------ EXERCISE DATA ------

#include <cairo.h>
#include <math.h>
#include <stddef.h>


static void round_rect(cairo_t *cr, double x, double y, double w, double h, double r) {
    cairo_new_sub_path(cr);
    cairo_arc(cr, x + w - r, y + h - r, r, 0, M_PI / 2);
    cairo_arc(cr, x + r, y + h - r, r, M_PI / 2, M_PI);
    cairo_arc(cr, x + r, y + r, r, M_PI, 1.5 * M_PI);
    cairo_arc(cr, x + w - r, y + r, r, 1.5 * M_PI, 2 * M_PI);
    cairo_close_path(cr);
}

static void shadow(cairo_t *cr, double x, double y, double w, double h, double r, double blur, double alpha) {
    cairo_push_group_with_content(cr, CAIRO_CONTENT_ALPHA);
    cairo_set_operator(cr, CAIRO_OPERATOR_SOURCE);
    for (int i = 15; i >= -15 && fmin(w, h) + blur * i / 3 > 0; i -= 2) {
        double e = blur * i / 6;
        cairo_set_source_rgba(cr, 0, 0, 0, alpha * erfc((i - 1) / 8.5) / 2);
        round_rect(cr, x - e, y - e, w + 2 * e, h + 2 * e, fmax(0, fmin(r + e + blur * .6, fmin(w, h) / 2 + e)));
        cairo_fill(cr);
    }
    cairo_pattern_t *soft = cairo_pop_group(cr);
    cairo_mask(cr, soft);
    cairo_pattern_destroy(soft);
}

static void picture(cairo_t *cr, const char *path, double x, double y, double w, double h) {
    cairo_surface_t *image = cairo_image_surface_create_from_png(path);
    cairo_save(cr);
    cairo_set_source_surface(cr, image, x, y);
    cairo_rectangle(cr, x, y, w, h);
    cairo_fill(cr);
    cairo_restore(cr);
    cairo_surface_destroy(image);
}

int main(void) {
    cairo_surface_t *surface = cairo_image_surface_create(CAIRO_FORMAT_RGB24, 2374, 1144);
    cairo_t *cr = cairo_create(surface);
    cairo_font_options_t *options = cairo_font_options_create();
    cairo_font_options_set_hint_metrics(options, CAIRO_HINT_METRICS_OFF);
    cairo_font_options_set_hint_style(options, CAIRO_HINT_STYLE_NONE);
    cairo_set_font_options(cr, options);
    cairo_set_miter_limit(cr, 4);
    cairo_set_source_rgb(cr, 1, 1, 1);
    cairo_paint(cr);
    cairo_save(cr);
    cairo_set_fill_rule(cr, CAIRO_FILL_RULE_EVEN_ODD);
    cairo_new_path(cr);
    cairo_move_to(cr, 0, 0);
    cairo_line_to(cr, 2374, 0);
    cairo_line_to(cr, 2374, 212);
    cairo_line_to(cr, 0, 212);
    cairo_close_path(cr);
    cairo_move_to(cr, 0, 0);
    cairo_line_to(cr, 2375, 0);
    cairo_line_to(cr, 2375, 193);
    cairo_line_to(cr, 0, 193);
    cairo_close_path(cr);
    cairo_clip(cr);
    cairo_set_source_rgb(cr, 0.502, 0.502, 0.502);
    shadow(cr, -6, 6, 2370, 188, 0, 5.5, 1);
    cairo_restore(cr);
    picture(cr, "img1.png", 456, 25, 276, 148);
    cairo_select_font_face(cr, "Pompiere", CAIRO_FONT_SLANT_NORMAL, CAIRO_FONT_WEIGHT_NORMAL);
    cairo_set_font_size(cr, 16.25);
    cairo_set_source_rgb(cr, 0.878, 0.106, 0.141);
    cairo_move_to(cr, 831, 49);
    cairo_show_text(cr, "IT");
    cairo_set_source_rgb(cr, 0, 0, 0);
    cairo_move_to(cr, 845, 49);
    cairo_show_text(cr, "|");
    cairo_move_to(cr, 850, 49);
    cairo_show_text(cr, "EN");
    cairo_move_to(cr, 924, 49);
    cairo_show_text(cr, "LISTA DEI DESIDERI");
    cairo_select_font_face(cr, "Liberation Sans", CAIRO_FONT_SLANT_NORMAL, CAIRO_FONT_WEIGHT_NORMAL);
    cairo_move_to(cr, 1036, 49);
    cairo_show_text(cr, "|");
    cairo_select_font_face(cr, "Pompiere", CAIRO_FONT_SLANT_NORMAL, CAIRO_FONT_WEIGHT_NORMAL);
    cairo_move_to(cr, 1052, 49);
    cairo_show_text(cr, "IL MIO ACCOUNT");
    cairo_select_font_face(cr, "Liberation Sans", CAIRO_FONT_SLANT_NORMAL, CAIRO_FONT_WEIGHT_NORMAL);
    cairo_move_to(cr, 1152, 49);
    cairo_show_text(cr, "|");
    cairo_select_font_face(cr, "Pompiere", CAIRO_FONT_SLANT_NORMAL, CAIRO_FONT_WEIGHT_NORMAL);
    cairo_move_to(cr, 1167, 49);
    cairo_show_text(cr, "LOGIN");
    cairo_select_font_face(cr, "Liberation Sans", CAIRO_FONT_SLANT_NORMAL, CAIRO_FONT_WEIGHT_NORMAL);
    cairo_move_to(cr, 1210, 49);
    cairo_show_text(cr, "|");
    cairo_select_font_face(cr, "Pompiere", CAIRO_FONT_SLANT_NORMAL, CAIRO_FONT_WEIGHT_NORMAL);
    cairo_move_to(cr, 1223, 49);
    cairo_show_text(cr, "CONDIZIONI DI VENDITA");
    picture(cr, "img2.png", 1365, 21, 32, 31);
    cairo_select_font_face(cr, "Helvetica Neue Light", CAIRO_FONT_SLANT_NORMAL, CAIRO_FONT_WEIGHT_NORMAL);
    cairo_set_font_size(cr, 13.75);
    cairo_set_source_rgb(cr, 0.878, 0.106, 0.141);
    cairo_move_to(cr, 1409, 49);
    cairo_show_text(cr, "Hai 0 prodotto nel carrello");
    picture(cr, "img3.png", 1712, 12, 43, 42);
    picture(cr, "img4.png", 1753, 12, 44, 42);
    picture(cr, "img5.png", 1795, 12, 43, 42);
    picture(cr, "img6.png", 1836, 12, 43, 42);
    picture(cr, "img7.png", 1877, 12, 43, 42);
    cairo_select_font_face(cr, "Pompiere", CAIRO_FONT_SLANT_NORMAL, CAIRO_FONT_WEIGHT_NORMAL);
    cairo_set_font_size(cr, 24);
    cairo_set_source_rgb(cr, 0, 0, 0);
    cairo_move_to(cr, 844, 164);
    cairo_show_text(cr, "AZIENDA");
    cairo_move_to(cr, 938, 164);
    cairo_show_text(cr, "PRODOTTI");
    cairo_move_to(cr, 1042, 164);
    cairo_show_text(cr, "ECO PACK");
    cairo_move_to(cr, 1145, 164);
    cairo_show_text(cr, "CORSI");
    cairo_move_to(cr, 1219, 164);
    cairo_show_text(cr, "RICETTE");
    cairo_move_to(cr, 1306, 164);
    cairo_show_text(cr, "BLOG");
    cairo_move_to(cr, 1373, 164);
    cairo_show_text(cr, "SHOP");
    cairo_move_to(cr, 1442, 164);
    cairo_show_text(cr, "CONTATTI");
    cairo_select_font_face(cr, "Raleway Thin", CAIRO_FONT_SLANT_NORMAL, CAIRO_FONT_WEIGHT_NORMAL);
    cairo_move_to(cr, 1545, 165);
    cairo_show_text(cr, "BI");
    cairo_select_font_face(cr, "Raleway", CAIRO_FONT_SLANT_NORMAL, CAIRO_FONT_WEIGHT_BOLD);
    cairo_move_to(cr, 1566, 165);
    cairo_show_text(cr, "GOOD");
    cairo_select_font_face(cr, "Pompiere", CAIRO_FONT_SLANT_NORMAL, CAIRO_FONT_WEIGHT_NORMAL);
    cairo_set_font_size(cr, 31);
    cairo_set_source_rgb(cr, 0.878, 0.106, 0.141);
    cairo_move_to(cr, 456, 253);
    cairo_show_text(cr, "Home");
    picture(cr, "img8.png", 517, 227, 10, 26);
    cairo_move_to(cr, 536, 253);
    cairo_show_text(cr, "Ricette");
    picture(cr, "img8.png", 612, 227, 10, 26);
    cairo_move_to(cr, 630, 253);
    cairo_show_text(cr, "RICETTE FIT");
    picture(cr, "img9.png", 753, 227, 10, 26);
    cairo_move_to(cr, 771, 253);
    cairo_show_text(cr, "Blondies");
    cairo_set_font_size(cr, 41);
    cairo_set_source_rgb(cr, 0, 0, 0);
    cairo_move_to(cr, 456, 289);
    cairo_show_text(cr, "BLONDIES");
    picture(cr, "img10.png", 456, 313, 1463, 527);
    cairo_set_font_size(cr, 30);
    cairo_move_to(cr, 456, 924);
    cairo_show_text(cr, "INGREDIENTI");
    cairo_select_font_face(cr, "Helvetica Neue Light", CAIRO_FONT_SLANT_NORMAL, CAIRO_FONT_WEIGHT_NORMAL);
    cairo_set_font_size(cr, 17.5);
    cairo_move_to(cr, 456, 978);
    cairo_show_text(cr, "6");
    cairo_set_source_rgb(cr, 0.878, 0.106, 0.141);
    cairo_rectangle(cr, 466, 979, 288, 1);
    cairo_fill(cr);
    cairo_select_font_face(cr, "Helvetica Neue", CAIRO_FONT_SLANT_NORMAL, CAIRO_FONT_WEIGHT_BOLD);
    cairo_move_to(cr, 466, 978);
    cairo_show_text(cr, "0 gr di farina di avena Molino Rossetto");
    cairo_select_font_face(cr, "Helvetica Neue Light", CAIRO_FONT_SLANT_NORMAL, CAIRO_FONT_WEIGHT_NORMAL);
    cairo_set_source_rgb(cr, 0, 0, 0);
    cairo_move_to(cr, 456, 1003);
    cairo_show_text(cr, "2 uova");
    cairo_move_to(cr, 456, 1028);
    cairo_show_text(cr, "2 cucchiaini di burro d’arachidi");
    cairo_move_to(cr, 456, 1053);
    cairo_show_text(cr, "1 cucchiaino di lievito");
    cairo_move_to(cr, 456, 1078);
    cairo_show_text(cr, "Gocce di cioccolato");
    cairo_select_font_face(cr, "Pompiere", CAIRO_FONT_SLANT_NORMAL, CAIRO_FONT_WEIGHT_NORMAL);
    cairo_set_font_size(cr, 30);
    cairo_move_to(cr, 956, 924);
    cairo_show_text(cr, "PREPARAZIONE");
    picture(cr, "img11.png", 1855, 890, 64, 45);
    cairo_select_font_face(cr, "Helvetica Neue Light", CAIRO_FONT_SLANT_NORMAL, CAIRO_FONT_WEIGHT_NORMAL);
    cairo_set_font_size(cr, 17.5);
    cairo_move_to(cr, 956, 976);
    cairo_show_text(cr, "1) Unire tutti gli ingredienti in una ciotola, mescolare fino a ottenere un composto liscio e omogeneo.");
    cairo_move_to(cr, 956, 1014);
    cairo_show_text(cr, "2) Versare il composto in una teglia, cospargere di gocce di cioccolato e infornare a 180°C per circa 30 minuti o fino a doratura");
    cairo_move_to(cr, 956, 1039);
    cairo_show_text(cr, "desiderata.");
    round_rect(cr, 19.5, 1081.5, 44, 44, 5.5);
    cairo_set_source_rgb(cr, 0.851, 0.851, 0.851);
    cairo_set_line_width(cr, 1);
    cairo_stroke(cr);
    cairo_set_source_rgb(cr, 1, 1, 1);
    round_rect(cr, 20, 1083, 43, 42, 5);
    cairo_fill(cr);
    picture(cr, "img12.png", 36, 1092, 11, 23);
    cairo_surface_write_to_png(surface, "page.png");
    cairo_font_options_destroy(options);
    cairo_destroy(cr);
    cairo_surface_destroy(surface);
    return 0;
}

------

TASK ITEM -
Look back at the entries above. Retype the line with "#include <math.h>", the line with "static void shadow(cairo_t", and all lines in between.

RESULT OF THIS TASK -
#include <math.h>
#include <stddef.h>


static void round_rect(cairo_t *cr, double x, double y, double w, double h, double r) {
    cairo_new_sub_path(cr);
    cairo_arc(cr, x + w - r, y + h - r, r, 0, M_PI / 2);
    cairo_arc(cr, x + r, y + h - r, r, M_PI / 2, M_PI);
    cairo_arc(cr, x + r, y + r, r, M_PI, 1.5 * M_PI);
    cairo_arc(cr, x + w - r, y + r, r, 1.5 * M_PI, 2 * M_PI);
    cairo_close_path(cr);
}

static void shadow(cairo_t *cr, double x, double y, double w, double h, double r, double blur, double alpha) {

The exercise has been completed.